▸ **Your objective**:
Scan the entries below for the word "BOGNOR" and copy every line where it turns up.

[Stored items]

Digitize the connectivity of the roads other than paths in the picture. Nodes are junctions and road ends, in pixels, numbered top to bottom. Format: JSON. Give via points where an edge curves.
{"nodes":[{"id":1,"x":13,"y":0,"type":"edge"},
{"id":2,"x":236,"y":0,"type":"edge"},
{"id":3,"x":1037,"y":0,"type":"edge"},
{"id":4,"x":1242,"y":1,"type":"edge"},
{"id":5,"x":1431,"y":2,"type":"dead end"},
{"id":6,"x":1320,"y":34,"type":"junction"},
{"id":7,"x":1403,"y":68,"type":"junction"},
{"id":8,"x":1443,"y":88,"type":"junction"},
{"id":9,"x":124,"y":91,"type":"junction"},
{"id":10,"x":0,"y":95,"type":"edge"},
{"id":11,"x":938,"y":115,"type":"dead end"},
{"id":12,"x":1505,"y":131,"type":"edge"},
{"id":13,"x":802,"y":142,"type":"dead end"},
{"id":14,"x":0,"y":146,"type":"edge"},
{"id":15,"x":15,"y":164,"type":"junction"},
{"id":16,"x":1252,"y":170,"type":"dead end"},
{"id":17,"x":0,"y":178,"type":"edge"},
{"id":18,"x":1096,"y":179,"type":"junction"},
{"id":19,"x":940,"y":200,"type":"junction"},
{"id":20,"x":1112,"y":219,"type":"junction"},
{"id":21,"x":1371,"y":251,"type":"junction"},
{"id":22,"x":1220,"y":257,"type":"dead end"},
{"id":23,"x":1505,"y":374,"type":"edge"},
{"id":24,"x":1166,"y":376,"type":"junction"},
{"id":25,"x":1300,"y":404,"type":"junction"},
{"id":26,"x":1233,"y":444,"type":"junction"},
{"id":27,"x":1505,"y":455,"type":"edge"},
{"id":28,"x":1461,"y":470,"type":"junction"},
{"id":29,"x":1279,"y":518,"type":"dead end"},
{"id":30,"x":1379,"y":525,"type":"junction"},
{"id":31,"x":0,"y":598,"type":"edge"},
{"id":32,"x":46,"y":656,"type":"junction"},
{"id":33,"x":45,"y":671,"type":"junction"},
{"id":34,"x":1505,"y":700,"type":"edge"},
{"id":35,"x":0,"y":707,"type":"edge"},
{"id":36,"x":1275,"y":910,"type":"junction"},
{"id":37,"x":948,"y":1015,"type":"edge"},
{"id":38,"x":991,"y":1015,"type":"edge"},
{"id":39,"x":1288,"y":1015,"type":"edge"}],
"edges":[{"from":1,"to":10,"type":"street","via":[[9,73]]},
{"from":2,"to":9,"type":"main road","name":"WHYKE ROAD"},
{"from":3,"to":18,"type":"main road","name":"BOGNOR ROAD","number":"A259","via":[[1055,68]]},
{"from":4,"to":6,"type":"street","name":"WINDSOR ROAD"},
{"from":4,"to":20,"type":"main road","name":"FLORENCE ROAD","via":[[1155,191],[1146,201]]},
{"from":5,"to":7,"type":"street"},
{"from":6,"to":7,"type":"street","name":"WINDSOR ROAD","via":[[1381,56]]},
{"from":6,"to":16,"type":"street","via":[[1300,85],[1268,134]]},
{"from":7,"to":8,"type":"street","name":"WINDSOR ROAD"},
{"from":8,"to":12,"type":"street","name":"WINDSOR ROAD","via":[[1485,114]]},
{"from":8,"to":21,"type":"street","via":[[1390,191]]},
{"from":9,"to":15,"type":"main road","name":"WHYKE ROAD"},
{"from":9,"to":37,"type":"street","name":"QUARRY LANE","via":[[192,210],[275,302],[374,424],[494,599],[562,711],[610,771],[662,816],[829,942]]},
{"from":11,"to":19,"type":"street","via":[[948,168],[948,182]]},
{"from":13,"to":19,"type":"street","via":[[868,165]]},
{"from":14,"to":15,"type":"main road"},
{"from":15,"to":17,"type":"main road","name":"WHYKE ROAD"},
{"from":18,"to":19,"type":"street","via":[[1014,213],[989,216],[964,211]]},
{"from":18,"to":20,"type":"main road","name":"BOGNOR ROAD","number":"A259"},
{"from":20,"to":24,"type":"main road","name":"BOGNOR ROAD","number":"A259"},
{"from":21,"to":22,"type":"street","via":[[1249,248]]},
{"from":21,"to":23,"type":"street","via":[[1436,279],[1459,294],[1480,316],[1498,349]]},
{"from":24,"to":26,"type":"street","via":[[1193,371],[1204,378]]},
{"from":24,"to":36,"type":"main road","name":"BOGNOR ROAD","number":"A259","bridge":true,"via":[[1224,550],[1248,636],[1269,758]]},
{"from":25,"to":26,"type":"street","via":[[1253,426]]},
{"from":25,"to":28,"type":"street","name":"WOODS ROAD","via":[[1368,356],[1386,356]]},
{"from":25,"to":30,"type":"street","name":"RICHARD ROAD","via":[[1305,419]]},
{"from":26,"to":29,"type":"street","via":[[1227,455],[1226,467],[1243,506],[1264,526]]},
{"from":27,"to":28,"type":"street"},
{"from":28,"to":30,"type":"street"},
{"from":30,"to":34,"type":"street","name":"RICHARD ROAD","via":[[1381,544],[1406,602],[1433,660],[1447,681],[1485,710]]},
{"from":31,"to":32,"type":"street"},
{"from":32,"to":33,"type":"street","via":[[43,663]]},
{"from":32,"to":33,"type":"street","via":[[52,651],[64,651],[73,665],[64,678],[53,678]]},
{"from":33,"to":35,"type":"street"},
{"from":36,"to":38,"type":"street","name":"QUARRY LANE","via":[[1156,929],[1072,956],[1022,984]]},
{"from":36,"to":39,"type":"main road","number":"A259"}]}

▸ **Answer**:
{"from":3,"to":18,"type":"main road","name":"BOGNOR ROAD","number":"A259","via":[[1055,68]]},
{"from":18,"to":20,"type":"main road","name":"BOGNOR ROAD","number":"A259"},
{"from":20,"to":24,"type":"main road","name":"BOGNOR ROAD","number":"A259"},
{"from":24,"to":36,"type":"main road","name":"BOGNOR ROAD","number":"A259","bridge":true,"via":[[1224,550],[1248,636],[1269,758]]},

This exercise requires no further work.